Pero no es cierto que el pasodoble termine como lo termina el joven estudiante, esto es, con un largo y vibrante sostenido (“¡CAM…PANERAAAAAAA!”), previo al cual ha hecho un juego con la voz similar al que hacen los cantaores de flamenco. Ni Juan Legido lo hace, ni lo hace Joselito —aunque pareciera inicialmente que lo va a hacer—, ni habrá de hacerlo ninguno de los intérpretes que grabarán esa canción. Empero, a Cristancho el improvisado lucimiento le resulta fructífero dentro del segmento de alma popular congregado en aquel sitio y apenas culmina su impecable presentación con el consabido grito de “¡¡¡ olé !!!”, que por cierto tampoco grita nadie en las versiones discográficas, se desgrana sobre la escuela no una mera lluvia, sino toda una tempestad, y no precisamente de agua, sino de aplausos y de gritos que parecieran poner en peligro su estructura. El público refuerza su espontáneo pronunciamiento tamboreando frenéticamente sobre las tapas de las bancas y de los pupitres, y aquella concentración escolar pareciera haberse convertido en el escenario de un levantamiento popular que va a derribar la escuela y hasta la democracia. Los muros y las vigas parecieran trepidar al son de aquel coro bochinchero que pronto se ha armado y que repite cada vez más fuerte el apellido del cantor a manera de perentoria exigencia para que le den el primer premio: “¡CRIS-TAN-CHO!”, “¡CRIS-TAN-CHO!””¡CRIS-TAN-CHO!” “¡CRIS-TAN-CHO!” “¡CRIS-TAN-CHO!” “¡CRIS-TAN-CHO!”.

 

 

En medio de aquel tumulto incontrolable, Cote se aproxima de nuevo al micrófono para anunciar al segundo participante. Se ve obligado, sin embargo, a permanecer de pie frente al armatoste metálico a la espera de que la muchedumbre se calle.

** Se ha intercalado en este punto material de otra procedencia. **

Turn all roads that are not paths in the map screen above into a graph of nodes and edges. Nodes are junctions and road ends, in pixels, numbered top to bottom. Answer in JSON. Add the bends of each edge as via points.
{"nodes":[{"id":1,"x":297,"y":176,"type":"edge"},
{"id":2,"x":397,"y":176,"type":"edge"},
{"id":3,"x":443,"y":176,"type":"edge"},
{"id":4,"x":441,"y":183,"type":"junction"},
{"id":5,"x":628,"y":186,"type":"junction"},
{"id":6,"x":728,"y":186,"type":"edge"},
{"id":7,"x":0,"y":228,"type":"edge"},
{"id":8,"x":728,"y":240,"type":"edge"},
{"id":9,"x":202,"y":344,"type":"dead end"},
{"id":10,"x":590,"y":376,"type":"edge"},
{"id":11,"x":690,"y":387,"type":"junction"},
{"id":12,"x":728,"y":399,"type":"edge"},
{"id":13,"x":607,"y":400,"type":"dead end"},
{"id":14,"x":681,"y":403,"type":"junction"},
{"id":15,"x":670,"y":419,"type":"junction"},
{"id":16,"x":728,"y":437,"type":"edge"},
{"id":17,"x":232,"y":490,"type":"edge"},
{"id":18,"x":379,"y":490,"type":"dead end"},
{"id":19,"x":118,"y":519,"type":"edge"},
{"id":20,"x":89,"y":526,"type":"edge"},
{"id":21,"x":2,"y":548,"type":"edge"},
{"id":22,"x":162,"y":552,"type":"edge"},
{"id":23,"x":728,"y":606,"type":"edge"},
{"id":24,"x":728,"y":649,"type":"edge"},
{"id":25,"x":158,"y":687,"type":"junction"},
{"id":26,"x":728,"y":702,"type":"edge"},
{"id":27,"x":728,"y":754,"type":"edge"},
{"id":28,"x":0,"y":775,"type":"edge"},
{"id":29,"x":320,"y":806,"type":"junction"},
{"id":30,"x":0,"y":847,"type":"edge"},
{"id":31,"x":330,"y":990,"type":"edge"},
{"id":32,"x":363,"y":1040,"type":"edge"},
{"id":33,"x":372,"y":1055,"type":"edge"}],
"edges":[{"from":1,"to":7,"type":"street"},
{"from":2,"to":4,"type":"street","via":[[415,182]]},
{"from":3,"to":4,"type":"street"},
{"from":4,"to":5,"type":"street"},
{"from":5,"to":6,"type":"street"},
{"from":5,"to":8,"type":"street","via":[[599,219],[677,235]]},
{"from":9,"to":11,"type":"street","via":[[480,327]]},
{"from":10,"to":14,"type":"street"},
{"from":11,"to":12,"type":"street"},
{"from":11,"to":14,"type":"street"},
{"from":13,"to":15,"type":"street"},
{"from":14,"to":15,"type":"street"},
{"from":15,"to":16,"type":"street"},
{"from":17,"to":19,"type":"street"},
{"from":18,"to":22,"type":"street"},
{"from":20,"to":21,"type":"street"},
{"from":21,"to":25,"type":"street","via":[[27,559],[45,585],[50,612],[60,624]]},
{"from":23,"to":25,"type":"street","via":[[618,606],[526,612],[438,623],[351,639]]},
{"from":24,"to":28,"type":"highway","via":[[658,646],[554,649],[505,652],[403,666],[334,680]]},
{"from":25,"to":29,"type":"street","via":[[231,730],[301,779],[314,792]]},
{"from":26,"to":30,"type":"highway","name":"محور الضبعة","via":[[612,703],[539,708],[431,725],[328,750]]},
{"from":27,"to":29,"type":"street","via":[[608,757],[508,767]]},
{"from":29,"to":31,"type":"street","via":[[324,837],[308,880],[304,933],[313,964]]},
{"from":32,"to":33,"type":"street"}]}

Cuando todavía no han desaparecido del todo los últimos murmullos, y aún retumba uno que otro grito destemplado, Cote anuncia que seguirá a continuación la intervención de Gamboa.

Ante la inobjetable calidad del concursante de la chompa y la cachucha —y, ya en el remate, también de los brazos abiertos y la anchurosa sonrisa de satisfacción—, y apabullados por la evidencia de que el griterío ensordecedor que por fin ha amainado tiene toda la razón en su exigente pedido, con José Hilario y Ubaldo alcanzamos a cruzarnos una mirada de resignación, pero que alcanzo a descifrar también como un difícil, pero conveniente llamado a la calma.

Ellos, en efecto, me dicen —sin necesidad de hablar— que mientras la presentación de Gamboa no se cumpla, yo debo conservar la esperanza y prepararme a luchar porque me otorguen al menos el billete de un peso anunciado como premio para el concursante que se ubique de segundo.